* **Action item**
Pull out every line below that contains the word "main".

-.-.-

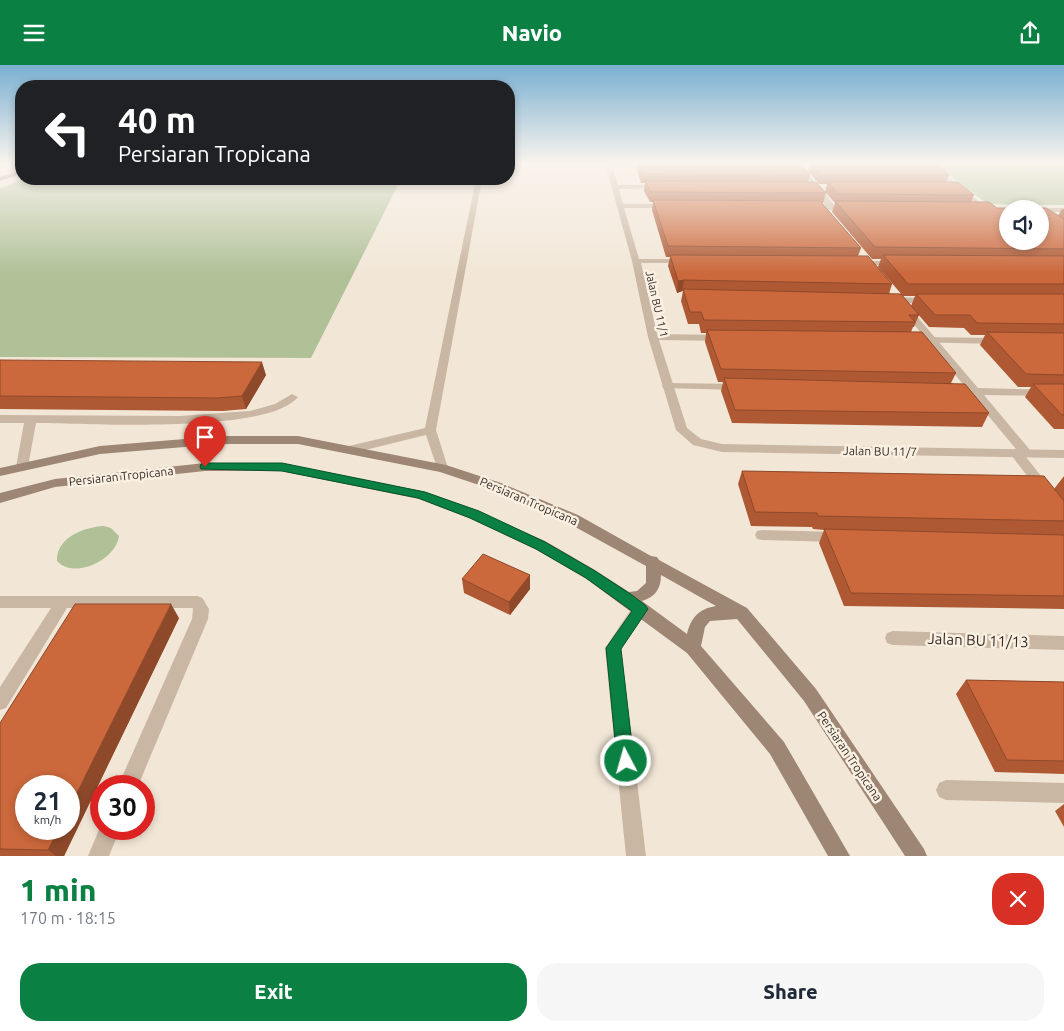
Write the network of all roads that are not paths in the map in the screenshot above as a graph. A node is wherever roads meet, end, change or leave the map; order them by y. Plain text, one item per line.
1 (475, 200) edge
2 (618, 200) edge
3 (822, 200) edge
4 (974, 200) edge
5 (620, 205) junction
6 (678, 206) edge
7 (802, 207) edge
8 (861, 208) edge
9 (974, 209) edge
10 (827, 210) junction
11 (1064, 210) edge
12 (1049, 211) edge
13 (863, 259) junction
14 (636, 261) junction
15 (693, 261) edge
16 (846, 263) edge
17 (905, 263) edge
18 (877, 275) edge
19 (888, 288) edge
20 (879, 300) edge
21 (898, 301) junction
22 (937, 301) edge
23 (653, 337) junction
24 (733, 338) edge
25 (902, 340) edge
26 (932, 340) junction
27 (1008, 341) edge
28 (668, 386) junction
29 (747, 387) edge
30 (945, 391) edge
31 (974, 391) junction
32 (1064, 393) edge
33 (292, 397) dead end
34 (0, 419) edge
35 (31, 419) junction
36 (430, 431) junction
37 (697, 442) joint
38 (353, 449) junction
39 (1021, 453) junction
40 (1064, 454) edge
41 (22, 467) junction
42 (442, 468) junction
43 (0, 472) edge
44 (0, 498) edge
45 (1064, 515) edge
46 (762, 535) dead end
47 (850, 537) edge
48 (652, 561) junction
49 (0, 602) edge
50 (63, 602) junction
51 (634, 604) junction
52 (741, 613) junction
53 (893, 638) dead end
54 (1064, 643) edge
55 (692, 648) junction
56 (0, 702) edge
57 (133, 775) edge
58 (946, 790) dead end
59 (1064, 793) edge
60 (105, 840) edge
61 (98, 856) edge
62 (636, 856) edge
63 (840, 856) edge
64 (917, 856) edge

1 - 36 street
2 - 5 street, Jalan BU 11/1
3 - 10 street
4 - 9 street
5 - 6 street
5 - 14 street, Jalan BU 11/1
7 - 10 street
8 - 10 street
11 - 12 street
13 - 16 street
13 - 17 street
13 - 18 street
14 - 15 street
14 - 23 street, Jalan BU 11/1
19 - 21 street
20 - 21 street
21 - 22 street
21 - 26 street
23 - 24 street
23 - 28 street, Jalan BU 11/1
25 - 26 street
26 - 27 street
26 - 31 street
28 - 29 street
28 - 37 street, Jalan BU 11/1
30 - 31 street
31 - 32 street
31 - 39 street
33 - 35 street
34 - 35 street
35 - 41 street
36 - 38 street
36 - 42 street
37 - 39 street, Jalan BU 11/7
38 - 41 main road, Persiaran Tropicana
38 - 42 main road, Persiaran Tropicana
39 - 40 street, Jalan BU 11/7
39 - 45 street
41 - 43 main road, Persiaran Tropicana
42 - 48 main road, Persiaran Tropicana
44 - 51 main road, Persiaran Tropicana
46 - 47 street
48 - 51 main road
48 - 52 main road, Persiaran Tropicana
49 - 50 street
50 - 56 street
50 - 57 street
51 - 55 main road, Persiaran Tropicana
51 - 62 street
52 - 55 main road
52 - 64 main road, Persiaran Tropicana
53 - 54 street, Jalan BU 11/13
55 - 63 main road, Persiaran Tropicana
58 - 59 street
60 - 61 street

-.-.-

* **Exercise result**
38 - 41 main road, Persiaran Tropicana
38 - 42 main road, Persiaran Tropicana
41 - 43 main road, Persiaran Tropicana
42 - 48 main road, Persiaran Tropicana
44 - 51 main road, Persiaran Tropicana
48 - 51 main road
48 - 52 main road, Persiaran Tropicana
51 - 55 main road, Persiaran Tropicana
52 - 55 main road
52 - 64 main road, Persiaran Tropicana
55 - 63 main road, Persiaran Tropicana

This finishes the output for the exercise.